Maltrattamenti e violenze in famiglia, un arresto a Milano

Lombardia

In manette un uomo di 44 anni. Le violenze e gli abusi sarebbero avvenuti all'interno della famiglia che vive nel quartiere Comasina

A Milano un uomo di 44 anni è stato arrestato dalla polizia con l'accusa di maltrattamenti in famiglia nei confronti della compagna e di lesioni e atti sessuali nei confronti di minori. Le violenze e gli abusi sarebbero avvenuti all'interno della famiglia, che vive nel quartiere Comasina. Le aggressioni andavano avanti da almeno quattro anni. L'ultima risale a una decina di giorni fa, quando la donna è finita in ospedale con le costole e il naso rotti a causa delle botte che le aveva inferto il compagno, con il quale aveva avuto un bimbo nato a giugno. A quel punto lo ha denunciato. Il 44enne, con precedenti per spaccio, nel 2018 era stato assolto dal reato di maltrattamenti e lesioni perché le accuse erano state ritenute inattendibili per la reticenza della sua compagna che, nonostante le botte, lo aveva riaccolto in casa.

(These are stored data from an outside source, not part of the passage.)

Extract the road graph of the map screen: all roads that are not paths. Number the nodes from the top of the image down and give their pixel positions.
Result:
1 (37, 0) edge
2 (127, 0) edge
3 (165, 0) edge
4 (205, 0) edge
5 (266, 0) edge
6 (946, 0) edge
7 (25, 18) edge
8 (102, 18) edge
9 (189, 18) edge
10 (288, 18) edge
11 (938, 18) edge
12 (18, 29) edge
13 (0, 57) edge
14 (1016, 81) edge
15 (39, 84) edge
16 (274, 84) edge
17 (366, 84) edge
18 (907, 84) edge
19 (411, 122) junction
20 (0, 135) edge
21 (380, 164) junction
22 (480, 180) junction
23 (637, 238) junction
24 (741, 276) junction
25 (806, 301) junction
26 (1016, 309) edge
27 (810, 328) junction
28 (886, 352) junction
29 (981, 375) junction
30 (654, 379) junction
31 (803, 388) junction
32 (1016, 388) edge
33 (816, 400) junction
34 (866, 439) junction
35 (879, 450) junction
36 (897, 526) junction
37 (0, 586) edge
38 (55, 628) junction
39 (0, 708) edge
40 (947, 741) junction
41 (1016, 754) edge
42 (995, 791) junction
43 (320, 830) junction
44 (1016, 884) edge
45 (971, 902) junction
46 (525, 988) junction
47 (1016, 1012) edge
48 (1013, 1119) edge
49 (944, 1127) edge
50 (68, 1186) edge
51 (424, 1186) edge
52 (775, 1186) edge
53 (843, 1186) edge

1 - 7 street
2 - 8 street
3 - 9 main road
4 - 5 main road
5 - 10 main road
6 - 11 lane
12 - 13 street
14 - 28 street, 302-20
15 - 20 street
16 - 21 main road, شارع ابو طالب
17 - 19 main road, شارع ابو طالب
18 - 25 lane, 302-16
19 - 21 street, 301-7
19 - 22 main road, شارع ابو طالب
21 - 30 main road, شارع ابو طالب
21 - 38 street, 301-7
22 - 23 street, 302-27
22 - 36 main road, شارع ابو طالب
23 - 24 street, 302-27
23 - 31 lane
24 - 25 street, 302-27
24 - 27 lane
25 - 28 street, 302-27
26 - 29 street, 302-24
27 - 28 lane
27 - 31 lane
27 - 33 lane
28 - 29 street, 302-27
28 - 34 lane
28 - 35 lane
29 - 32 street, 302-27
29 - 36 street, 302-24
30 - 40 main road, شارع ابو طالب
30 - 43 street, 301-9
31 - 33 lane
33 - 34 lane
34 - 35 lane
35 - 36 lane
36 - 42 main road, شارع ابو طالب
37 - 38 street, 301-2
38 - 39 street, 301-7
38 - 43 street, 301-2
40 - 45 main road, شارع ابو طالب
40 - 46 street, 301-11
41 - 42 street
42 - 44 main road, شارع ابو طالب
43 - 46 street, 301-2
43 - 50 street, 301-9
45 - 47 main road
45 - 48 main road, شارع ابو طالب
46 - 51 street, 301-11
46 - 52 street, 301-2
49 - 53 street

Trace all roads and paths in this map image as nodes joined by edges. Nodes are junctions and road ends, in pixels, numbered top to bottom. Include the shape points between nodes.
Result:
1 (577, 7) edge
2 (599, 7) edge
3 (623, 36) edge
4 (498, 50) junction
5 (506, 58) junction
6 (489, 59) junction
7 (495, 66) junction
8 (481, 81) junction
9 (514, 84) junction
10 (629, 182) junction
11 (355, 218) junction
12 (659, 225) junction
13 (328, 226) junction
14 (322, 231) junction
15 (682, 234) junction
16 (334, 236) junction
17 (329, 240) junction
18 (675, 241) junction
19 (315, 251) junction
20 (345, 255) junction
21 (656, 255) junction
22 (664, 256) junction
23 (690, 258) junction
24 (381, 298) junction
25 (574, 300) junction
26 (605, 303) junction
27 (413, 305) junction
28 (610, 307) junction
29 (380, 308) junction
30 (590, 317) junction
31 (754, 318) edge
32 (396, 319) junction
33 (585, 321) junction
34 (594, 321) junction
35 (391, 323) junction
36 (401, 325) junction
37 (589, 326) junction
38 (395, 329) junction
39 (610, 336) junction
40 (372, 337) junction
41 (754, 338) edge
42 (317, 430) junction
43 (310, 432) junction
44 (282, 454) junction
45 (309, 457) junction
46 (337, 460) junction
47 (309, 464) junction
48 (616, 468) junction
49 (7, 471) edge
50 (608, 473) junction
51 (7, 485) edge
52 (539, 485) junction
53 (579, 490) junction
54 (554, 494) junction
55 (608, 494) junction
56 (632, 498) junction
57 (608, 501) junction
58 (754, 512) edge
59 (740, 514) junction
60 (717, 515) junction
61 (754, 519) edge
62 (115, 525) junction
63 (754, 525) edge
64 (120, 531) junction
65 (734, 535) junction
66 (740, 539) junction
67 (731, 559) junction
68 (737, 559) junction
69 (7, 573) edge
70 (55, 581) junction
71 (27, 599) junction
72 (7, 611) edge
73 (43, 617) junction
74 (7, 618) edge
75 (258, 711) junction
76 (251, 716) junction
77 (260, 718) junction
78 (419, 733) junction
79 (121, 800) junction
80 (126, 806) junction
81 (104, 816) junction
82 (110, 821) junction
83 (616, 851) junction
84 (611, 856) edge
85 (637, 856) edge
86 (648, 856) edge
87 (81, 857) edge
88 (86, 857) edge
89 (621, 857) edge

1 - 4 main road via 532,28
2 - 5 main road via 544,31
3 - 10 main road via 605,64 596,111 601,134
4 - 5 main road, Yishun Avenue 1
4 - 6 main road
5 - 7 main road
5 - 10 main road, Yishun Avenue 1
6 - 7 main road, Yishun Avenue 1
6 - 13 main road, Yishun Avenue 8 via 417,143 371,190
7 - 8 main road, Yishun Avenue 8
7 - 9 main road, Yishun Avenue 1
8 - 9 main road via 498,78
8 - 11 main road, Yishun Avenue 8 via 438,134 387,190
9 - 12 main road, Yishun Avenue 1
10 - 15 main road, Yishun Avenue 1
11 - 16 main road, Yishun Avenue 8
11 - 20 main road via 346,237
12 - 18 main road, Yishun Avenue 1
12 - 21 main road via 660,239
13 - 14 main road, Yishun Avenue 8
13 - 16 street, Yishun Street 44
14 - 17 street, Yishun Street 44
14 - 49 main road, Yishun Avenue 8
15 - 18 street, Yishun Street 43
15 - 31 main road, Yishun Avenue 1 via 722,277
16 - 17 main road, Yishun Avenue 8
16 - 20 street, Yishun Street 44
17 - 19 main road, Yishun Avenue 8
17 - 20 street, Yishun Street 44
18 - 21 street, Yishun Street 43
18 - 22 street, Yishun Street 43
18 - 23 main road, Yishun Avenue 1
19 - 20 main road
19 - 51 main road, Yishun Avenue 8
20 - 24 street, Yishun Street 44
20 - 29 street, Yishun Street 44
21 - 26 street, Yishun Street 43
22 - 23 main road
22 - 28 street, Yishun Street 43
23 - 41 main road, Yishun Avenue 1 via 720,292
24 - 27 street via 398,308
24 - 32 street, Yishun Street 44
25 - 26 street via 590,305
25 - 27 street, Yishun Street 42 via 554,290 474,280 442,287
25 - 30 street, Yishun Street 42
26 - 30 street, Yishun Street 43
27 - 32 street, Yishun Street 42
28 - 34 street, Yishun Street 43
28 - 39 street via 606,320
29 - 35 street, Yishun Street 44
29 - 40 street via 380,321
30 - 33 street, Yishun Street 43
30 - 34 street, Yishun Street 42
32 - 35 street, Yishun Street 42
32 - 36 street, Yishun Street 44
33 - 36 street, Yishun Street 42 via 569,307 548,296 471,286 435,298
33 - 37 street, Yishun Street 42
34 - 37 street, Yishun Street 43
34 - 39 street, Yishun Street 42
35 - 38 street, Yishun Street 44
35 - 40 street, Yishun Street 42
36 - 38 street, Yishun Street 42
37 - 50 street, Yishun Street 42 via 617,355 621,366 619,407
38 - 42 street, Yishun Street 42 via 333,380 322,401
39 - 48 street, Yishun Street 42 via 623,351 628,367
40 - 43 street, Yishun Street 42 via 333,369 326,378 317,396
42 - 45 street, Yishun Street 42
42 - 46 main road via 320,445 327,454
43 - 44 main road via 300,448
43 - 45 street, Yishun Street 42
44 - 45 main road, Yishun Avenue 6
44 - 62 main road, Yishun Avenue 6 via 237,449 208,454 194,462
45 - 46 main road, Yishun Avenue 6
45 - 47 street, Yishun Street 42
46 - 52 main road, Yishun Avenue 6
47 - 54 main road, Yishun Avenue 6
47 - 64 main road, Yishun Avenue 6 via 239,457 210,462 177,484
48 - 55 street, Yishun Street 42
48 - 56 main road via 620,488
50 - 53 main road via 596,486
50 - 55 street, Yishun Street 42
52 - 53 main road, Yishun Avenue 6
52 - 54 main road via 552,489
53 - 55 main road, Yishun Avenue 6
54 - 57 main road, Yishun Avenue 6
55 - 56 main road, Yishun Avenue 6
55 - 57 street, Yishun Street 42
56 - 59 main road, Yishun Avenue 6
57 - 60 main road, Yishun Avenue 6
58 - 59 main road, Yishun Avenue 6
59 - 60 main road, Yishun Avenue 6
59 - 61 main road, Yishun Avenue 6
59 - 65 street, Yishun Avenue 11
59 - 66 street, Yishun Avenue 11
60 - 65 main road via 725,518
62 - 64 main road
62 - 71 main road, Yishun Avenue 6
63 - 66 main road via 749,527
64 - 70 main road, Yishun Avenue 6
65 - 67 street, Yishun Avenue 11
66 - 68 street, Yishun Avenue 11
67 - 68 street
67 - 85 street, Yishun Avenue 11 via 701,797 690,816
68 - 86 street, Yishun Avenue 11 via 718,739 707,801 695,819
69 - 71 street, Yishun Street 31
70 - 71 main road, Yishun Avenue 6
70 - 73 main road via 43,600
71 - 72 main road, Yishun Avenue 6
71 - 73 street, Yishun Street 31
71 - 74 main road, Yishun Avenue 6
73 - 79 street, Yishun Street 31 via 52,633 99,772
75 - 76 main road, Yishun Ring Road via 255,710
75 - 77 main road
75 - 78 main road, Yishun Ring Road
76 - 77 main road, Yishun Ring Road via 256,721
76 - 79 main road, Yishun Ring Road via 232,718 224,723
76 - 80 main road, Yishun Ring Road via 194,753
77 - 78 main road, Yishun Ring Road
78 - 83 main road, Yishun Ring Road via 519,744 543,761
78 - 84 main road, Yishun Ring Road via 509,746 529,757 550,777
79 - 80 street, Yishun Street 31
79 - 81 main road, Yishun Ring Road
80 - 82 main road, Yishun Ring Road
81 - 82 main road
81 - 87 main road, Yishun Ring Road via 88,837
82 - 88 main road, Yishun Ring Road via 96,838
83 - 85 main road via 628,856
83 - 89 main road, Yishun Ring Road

Il ruolo della figlia della vittima nelle indagini

Cruciale nella ricostruzione della vicenda di abusi è stato il ruolo della figlia della donna, una ragazzina di 14 anni che ha assistito alle violenze e a sua volta vittima di abusi. L'inchiesta lampo è stata coordinata dal pm Francesca Gentilini e dal procuratore aggiunto Letizia Mannella mentre l'ordinanza di custodia cautelare in carcere è stata firmata dal gip Alessandra di Fazio. La ragazzina insieme agli agenti e ai pm ha ricostruito quanto avveniva in famiglia, in particolare le aggressioni a partire dallo scorso aprile, quando era ritornata a casa dopo un periodo trascorso in comunità. La giovane, da quanto si è appreso, pur essendo molto legata alla madre da tempo non riusciva più ad assistere alle violenze e per questo era andata a vivere dalla nonna, in comunità o dalla famiglia del suo fidanzatino.

Gli abusi

"E' una storia di squallore e degrado umano - ha commentato il dirigente del commissariato di zona, Antonio D'Urso, che con la sua squadra ha condotto le indagini -. La svolta è arrivata grazie alla ragazzina che ha trovato il coraggio di chiederci aiuto dopo l'ennesimo pestaggio della madre, a cui l'uomo ha rotto costole e naso nei giorni scorsi". La ragazzina ha raccontato che in più occasioni ha dovuto nascondere i tre fratelli minori, tutti poi collocati in altre famiglie, nell'armadio per evitare che vedessero quel che subiva la madre e per proteggerli dalla furia del patrigno. L'uomo, non sopportando il loro pianto, era solito metterli sotto la doccia fredda, picchiarli e infilarli a letto ancora bagnati. La minorenne ha anche raccontato che il 44enne aveva tentato un approccio sessuale quando lei aveva 12 anni, infilandosi nel suo letto. La ragazzina però era riuscita a fermarlo.